SQL: a language for forming database queries 
  - Structured Query Language, pronounced "S-Q-L" or "sequel" 
  
- has become the lingua franca of database management products (lingua franca: 
  a common language used by speakers of different languages) 
  
- SQL contains a few specific commands for filtering information contained 
  in a database, yet queries are somewhat English-like in appearance 
  
    - SELECT command specifies which fields to display from matching records 
    
- FROM command specfies which database table to search 
    
- WHERE command specifies search criteria to filter records from the 
    database 
 
- think of database as mathematical set of records and the WHERE command 
  defines subsets whose intersections (AND) and unions (OR) determine matches 
- Some SQL examples for database table StudentList that has fields called FirstName, LastName, Age, Credits :
	- SELECT FirstName
 FROM StudentList
 WHERE LastName = "Jones"
- SELECT FirstName, LastName
 FROM StudentList
 WHERE (Age > 20 AND Credits < 12)
Microsoft Access as illustration 
    - Access is the DBMS (DataBase Management System) part of Microsoft Office 
      suite. 
    
- Widely used for "small" databases and easy to use 
  
- the entire database is stored in one file, identified by ".accdb" (Access 2007) or ".mdb" (Access 1997-2003)
  filename extension 
  
- the database consists of 7 different types of objects: 
  
    - a table is one grid of information.  Each row is a record, 
    each column is a field. 
    
- a query is a stored query specification (e.g. an SQL command). 
    
- a form is a nicely structured data entry form so you can enter 
    data more easily (instead of directly into the grid) 
    
- a report is a nicely structured data display form so you can view 
    data more easily 
    
- a page is a web page which can be generated from database 
    contents 
    
- a macro is a stored command sequence, so you can easily automate 
    repetitious tasks 
    
- a module is a computer program you can write using Visual Basic 
    language to perform special processing. 
 
Here is a view of 
the Northwind database, with the list of tables shown. 
 
You can get an idea of the nature of Northwind just by reading the names of 
the various tables.  This is a relational database, and the relationships 
are shown in this illustration.  The list of identifiers in each box is the 
list of fields in that table, and the lines represent relationships. 
 
 
  
  
Databases and privacy 
The textbook briefly describes a plethora of database-related privacy 
horror-stores, most caused by criminals creating or stealing an "identity" or 
mistakes made by credit bureaus. 
What are some of the privacy concerns related with databases?

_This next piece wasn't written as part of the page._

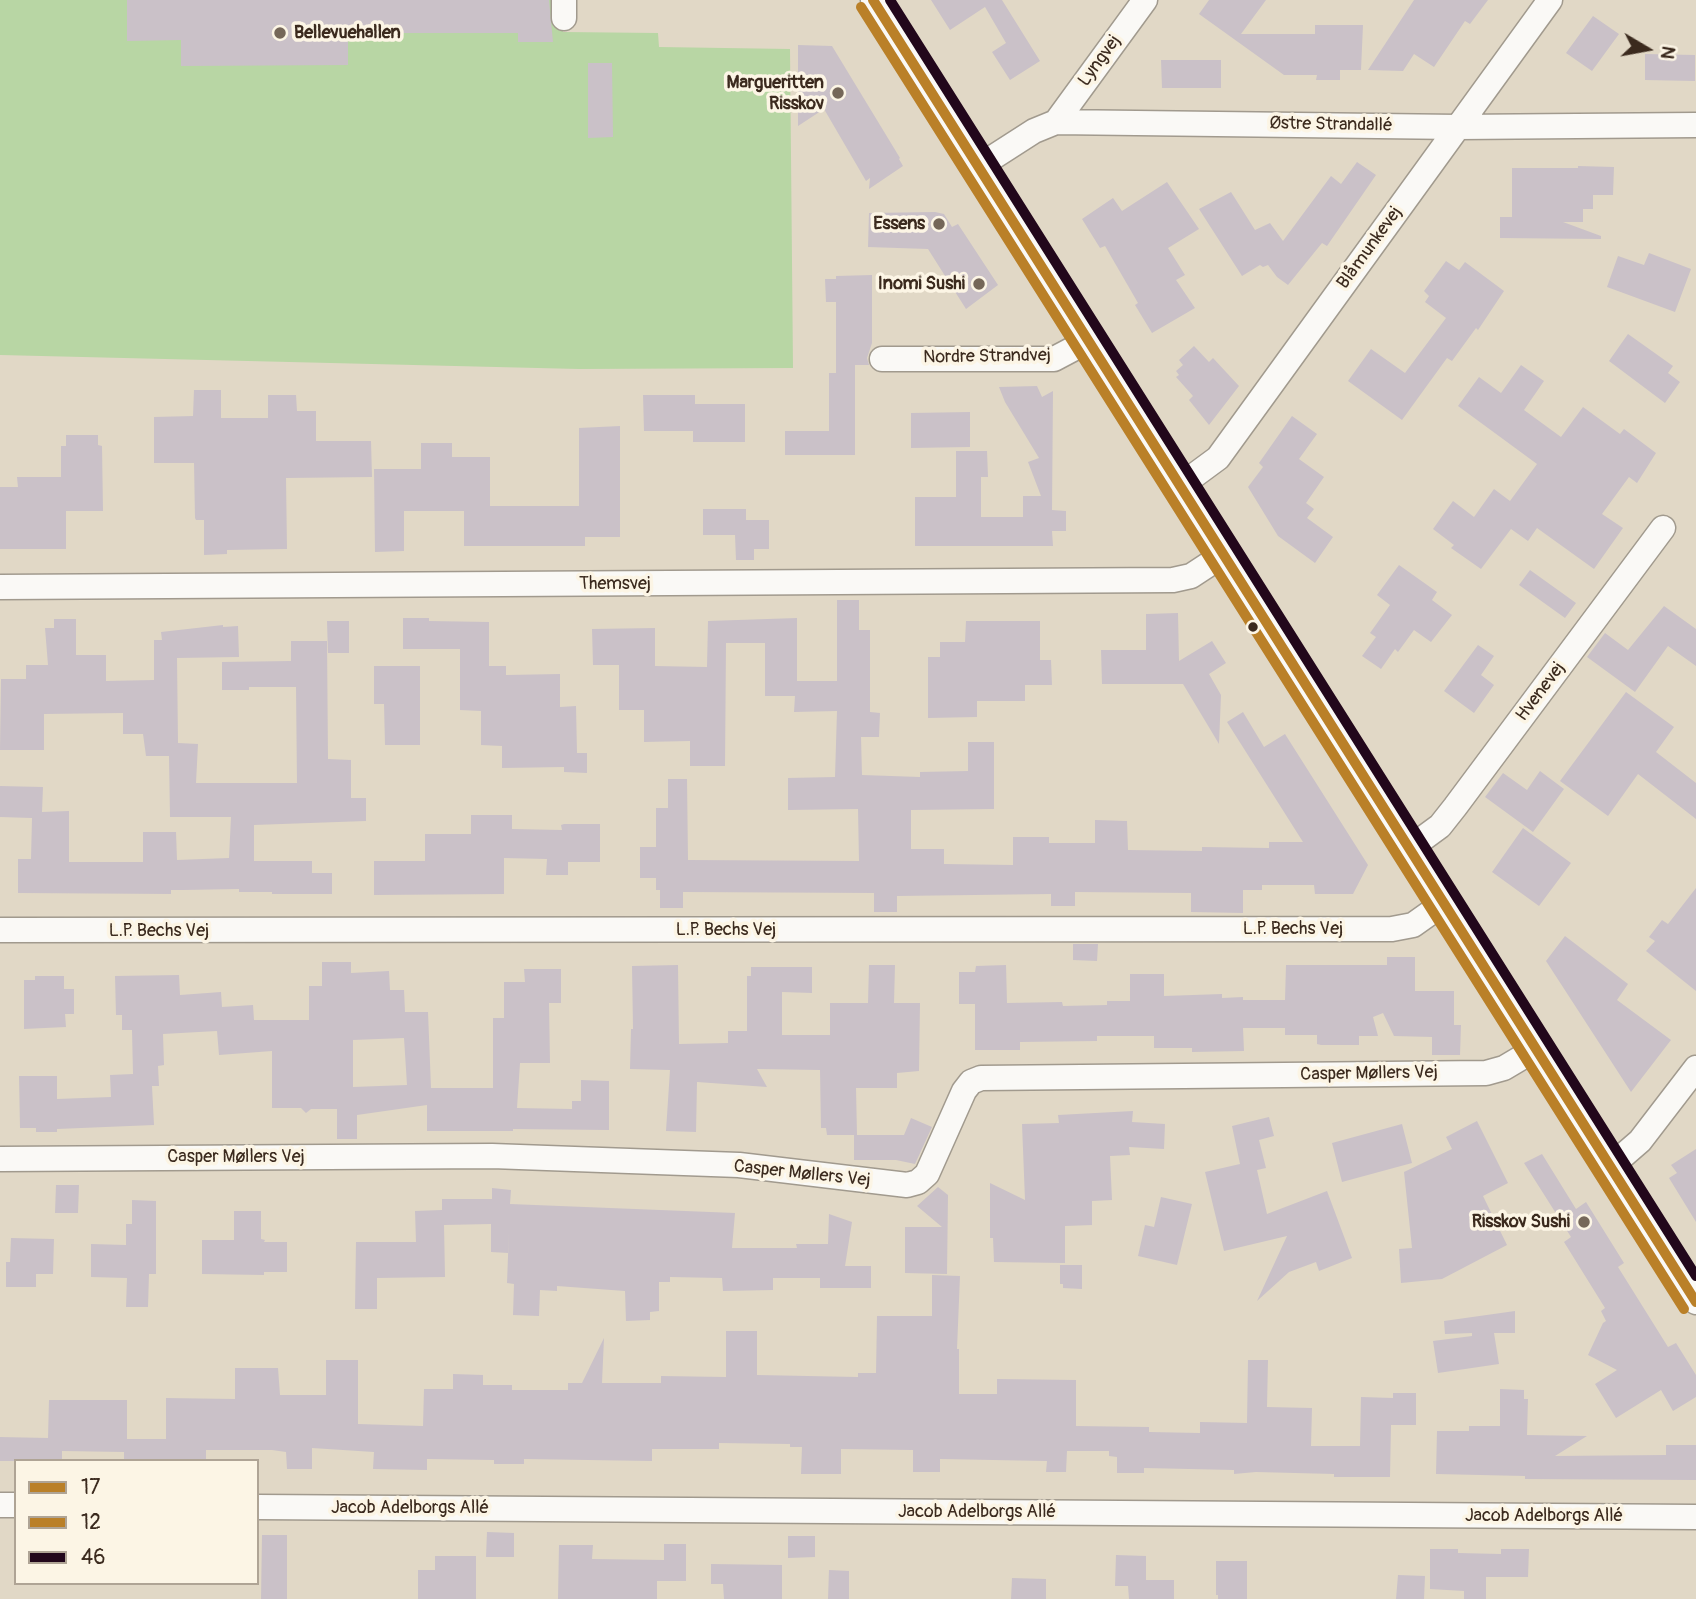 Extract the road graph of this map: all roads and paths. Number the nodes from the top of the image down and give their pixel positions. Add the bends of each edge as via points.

Did you know that the U.S. Constitution does not explicitly address the right 
to privacy? 
Do you feel the greater privacy threat is government, or the private sector? 
Sometimes it is possible to uniquely identify you and reveal information 
about you by combining different pieces of information gleaned from multiple 
unrelated databases.  This is called record matching.  
Geneologists have long depended on this technique to learn about their 
ancestors.  The government depends on this technique to identify potential terrorists. 
Sometimes even summaries of anonymous survey results can uniquely identify 
you.  For example, my previous university compiles and publishes an annual 
report based on faculty survey information.  One of the summary categories 
is average salary by age group (20-29, 30-39, ..., 70-above).  There is one 
professor in the "70 - above" age group.  The survey is not anonymous for 
him.